Поразительно, что затем автор-циник резюмирует свою будущую книгу так, что она как бы "реверберирует“ общей направленностью и самой морфологией "Протоколов сионских мудрецов“, предстанет как некий леворадикальный их "реверс“: "книгу назвать: "Заговор трех четвертей“. Циничная, наглая, как будто автору известно в тысячу раз больше, чем сказано... С каждой страницы двигаются на читателя миллионы устрашающих теней... Или название: "Я даю цивилизации год жизни...“

Сходство Лисовского с Головинским несколько усиливается в романе тем, что герой появляется в нём в кабинете финансового туза-эмигранта Семена Семеновича Уманского, элегантно помогая ему разориться - в интересах "этнически“ чистого российского промышленника Николая Христофоровича Денисова (реальная фигура в истории рушащегося русского капитализма). Неприязнь или, во всяком случае, самое ироническое отношение к неудачливому спекулянту-еврею Алексей Толстой вполне разделяет со своими героями-хищниками.
 
То, что прототип одного из них Головинский, возможно, в соответствии с бриколажем тех или иных "шифров“ в романе, и вызвало появление в нём главы-экскурса в историю становления дома Ротшильдов. Национал-большевистская ориентация автора своеобразно, но совершенно свободно сопрягает, в общем, достаточно казенный пафос большевистской революции и неприязнь к "еврейскому капиталу“ (несколько более здесь сложен образ финансиста Леви-Левицкого, зверски замученного белоэмигрантским "подпольем“).

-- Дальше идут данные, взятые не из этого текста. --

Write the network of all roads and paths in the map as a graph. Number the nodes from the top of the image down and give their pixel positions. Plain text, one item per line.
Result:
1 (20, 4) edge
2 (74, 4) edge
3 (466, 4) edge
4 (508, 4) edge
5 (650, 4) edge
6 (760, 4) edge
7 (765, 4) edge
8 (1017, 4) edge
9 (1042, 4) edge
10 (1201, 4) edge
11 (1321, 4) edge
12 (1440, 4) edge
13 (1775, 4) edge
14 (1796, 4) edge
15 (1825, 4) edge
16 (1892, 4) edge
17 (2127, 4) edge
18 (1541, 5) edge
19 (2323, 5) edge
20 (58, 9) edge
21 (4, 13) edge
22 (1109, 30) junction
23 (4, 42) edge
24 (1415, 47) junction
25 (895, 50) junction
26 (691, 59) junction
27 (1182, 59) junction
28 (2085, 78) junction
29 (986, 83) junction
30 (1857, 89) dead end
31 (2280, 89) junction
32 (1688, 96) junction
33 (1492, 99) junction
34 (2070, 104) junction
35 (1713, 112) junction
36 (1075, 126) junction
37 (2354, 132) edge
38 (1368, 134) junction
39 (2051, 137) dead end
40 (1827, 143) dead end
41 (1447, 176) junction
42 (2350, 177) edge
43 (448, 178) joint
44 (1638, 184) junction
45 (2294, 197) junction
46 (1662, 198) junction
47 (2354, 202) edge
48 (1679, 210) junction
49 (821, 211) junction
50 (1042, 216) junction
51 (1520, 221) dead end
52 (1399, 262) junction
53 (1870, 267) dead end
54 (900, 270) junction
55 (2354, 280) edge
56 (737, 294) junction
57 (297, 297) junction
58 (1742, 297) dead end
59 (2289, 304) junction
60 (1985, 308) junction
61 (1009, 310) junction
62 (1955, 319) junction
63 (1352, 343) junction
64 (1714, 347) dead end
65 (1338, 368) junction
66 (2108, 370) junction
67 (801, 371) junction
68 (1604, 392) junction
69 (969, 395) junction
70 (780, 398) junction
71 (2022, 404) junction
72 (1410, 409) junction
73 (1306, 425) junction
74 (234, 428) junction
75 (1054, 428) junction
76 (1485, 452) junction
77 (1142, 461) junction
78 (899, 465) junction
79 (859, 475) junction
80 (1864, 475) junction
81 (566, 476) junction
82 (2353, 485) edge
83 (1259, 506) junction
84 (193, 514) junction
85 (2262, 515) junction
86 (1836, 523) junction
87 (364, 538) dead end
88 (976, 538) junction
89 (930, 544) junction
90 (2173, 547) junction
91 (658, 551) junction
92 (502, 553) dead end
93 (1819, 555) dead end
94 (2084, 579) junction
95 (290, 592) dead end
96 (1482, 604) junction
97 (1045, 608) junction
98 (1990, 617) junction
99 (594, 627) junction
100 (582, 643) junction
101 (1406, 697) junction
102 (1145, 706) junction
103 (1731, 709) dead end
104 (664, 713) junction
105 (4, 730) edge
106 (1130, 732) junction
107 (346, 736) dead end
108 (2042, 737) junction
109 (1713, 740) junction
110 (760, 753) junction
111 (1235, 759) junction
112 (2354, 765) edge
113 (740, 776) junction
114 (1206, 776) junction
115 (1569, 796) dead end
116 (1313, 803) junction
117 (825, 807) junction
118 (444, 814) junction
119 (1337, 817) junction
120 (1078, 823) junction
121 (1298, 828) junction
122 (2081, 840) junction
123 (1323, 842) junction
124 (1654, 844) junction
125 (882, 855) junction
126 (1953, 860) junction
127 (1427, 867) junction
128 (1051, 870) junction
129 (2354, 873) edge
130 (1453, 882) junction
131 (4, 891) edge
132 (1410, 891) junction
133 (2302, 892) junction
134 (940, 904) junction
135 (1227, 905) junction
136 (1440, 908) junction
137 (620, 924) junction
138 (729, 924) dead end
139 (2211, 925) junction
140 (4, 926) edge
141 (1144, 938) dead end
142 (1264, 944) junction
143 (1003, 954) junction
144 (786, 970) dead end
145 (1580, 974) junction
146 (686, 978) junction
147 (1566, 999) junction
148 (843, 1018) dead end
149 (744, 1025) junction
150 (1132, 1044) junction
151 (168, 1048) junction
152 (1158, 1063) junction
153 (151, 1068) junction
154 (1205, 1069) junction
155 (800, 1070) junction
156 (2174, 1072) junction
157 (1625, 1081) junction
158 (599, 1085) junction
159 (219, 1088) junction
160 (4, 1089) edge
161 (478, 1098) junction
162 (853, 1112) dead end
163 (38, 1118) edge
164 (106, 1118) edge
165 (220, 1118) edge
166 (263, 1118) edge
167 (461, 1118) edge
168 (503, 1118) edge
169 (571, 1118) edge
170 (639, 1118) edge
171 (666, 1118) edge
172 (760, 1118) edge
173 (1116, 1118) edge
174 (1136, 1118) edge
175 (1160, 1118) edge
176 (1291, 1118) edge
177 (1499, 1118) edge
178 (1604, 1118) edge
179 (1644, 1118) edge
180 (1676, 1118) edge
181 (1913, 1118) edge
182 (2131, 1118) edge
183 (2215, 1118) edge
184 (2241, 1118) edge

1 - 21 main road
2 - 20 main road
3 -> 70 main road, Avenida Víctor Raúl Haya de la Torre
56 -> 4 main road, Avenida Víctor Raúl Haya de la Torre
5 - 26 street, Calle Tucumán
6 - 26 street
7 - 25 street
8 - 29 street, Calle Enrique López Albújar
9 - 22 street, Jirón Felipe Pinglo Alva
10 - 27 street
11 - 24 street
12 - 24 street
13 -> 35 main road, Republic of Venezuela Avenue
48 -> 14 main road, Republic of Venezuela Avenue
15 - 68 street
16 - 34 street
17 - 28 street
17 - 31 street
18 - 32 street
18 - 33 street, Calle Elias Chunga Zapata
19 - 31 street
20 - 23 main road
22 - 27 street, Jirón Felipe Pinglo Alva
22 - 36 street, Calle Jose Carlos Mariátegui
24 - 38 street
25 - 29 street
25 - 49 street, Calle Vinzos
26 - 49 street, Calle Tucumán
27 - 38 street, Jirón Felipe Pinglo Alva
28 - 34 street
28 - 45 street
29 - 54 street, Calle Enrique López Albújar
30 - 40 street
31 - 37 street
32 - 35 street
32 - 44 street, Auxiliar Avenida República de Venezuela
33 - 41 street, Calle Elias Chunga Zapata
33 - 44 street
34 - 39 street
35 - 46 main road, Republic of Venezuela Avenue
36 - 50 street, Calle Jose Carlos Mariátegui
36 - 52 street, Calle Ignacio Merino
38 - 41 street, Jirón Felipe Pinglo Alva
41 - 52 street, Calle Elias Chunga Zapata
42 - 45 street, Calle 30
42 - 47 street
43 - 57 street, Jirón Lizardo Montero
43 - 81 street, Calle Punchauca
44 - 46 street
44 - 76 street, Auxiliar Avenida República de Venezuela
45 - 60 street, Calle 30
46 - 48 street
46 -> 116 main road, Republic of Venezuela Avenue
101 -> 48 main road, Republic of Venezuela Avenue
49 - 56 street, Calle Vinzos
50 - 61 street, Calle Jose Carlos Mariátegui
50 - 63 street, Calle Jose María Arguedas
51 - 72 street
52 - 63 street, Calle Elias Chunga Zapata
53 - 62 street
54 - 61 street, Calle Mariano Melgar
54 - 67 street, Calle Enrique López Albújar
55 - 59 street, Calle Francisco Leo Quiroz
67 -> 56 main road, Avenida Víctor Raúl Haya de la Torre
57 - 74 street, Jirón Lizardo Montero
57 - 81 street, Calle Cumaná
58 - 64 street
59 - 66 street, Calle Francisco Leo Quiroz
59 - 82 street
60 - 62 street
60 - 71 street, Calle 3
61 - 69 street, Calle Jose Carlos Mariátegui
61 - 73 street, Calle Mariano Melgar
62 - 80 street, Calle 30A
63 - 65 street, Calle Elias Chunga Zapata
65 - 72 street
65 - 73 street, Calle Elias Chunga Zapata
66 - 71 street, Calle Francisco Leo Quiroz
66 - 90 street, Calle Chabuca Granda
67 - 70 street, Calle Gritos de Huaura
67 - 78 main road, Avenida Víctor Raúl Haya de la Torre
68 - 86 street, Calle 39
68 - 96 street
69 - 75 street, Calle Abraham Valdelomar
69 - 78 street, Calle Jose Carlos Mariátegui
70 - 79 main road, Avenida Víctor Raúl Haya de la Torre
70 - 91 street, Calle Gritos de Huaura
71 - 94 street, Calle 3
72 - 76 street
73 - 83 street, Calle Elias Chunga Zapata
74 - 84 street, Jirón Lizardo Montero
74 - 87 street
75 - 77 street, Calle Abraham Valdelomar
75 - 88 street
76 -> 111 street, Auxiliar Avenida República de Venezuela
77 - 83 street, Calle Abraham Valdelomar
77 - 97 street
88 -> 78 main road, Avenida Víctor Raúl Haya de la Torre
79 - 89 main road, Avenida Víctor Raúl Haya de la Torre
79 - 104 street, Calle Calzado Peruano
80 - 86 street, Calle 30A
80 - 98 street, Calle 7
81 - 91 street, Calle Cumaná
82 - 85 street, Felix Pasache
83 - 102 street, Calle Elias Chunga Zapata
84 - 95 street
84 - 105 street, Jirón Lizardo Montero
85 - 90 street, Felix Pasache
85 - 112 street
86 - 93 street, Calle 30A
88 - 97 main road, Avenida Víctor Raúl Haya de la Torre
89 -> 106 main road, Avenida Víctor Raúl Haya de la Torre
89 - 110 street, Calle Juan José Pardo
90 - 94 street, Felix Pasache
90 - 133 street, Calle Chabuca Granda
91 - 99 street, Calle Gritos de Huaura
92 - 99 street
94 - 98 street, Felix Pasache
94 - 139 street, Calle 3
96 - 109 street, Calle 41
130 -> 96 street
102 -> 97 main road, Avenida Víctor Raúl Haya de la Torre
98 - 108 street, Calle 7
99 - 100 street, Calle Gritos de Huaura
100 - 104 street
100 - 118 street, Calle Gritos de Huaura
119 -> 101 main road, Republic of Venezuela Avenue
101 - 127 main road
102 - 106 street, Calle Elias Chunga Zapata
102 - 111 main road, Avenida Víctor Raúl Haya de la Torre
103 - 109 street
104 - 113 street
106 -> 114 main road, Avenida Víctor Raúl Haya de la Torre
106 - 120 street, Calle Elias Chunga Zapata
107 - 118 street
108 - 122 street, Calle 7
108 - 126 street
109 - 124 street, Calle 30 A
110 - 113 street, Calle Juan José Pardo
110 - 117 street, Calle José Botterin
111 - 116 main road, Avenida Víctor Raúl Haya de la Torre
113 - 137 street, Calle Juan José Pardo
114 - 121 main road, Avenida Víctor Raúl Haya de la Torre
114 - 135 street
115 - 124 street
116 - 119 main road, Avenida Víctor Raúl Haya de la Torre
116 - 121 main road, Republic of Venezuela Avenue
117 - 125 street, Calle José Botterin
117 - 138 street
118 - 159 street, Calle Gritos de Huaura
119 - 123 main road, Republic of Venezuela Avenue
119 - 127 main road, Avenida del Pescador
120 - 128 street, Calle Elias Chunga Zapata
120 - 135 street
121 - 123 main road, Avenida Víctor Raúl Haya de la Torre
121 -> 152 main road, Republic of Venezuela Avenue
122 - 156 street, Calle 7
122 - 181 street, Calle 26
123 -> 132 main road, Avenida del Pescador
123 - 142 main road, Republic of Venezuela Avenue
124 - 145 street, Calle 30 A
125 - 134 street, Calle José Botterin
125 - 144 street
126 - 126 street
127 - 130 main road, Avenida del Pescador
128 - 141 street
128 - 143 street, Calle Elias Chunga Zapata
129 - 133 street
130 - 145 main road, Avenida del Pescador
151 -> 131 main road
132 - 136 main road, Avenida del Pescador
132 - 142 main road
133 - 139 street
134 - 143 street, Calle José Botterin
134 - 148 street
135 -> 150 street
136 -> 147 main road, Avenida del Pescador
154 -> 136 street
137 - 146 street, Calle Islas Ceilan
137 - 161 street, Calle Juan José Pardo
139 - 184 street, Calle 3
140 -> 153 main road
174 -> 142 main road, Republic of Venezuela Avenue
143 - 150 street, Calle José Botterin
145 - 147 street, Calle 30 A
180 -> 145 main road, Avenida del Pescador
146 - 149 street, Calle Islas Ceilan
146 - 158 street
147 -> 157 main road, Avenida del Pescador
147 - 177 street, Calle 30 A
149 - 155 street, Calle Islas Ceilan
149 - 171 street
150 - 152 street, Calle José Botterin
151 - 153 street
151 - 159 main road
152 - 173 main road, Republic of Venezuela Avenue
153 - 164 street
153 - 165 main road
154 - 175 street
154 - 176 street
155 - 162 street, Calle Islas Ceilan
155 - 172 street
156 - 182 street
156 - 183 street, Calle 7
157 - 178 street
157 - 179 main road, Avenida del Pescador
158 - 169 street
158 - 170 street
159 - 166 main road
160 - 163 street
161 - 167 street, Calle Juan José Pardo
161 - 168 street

Наконец, есть ещё одно возможное свидетельство о позднем Головинском, - впрочем, именно "возможное“. Некогда весьма известный французский писатель Пьер Мак-Орлан (Пьер Дюмарше), (1882–1970), художник совершенно "рембовидной“ биографии, достойнейший представитель героической эпохи монмартрской богемы, представитель исчезнувшего после Первой мировой войны поколения люмпен-интеллигенции, поэтов и анархистов, весьма интересовался, в духе времени, "загадкой России“, аллюзии вокруг которой проходят через все его творчество (включая знаменитый роман "Набережная туманов“, ставший основой знаменитого фильма).
 
Пьер Мак-Орлан, как свидетельствует его парижский друг Илья Эренбург, пребывал при близких знакомствах с русской колонией - и довоенной, и послевоенной. И вот в его романе "Ночная Маргарита“ (1925) возникает образ старика-“профессора филологии“ "Жоржа Фауста“, "потомка того, кто соблазнил Маргариту“, чахлого книжника, доживающего свою бесцветную жизнь в послевоенном Париже.
 
Герой, впрочем, помнит об особой судьбе своего клана и пытается её повторить, что необходимо приводит его к встрече с неким молодым человеком по имени "Леон“, который, разумеется, "слегка прихрамывал“. Старик-филолог на неких своеобразных условиях продает свою душу "Леону“.6.... Дальнейшее - молчание.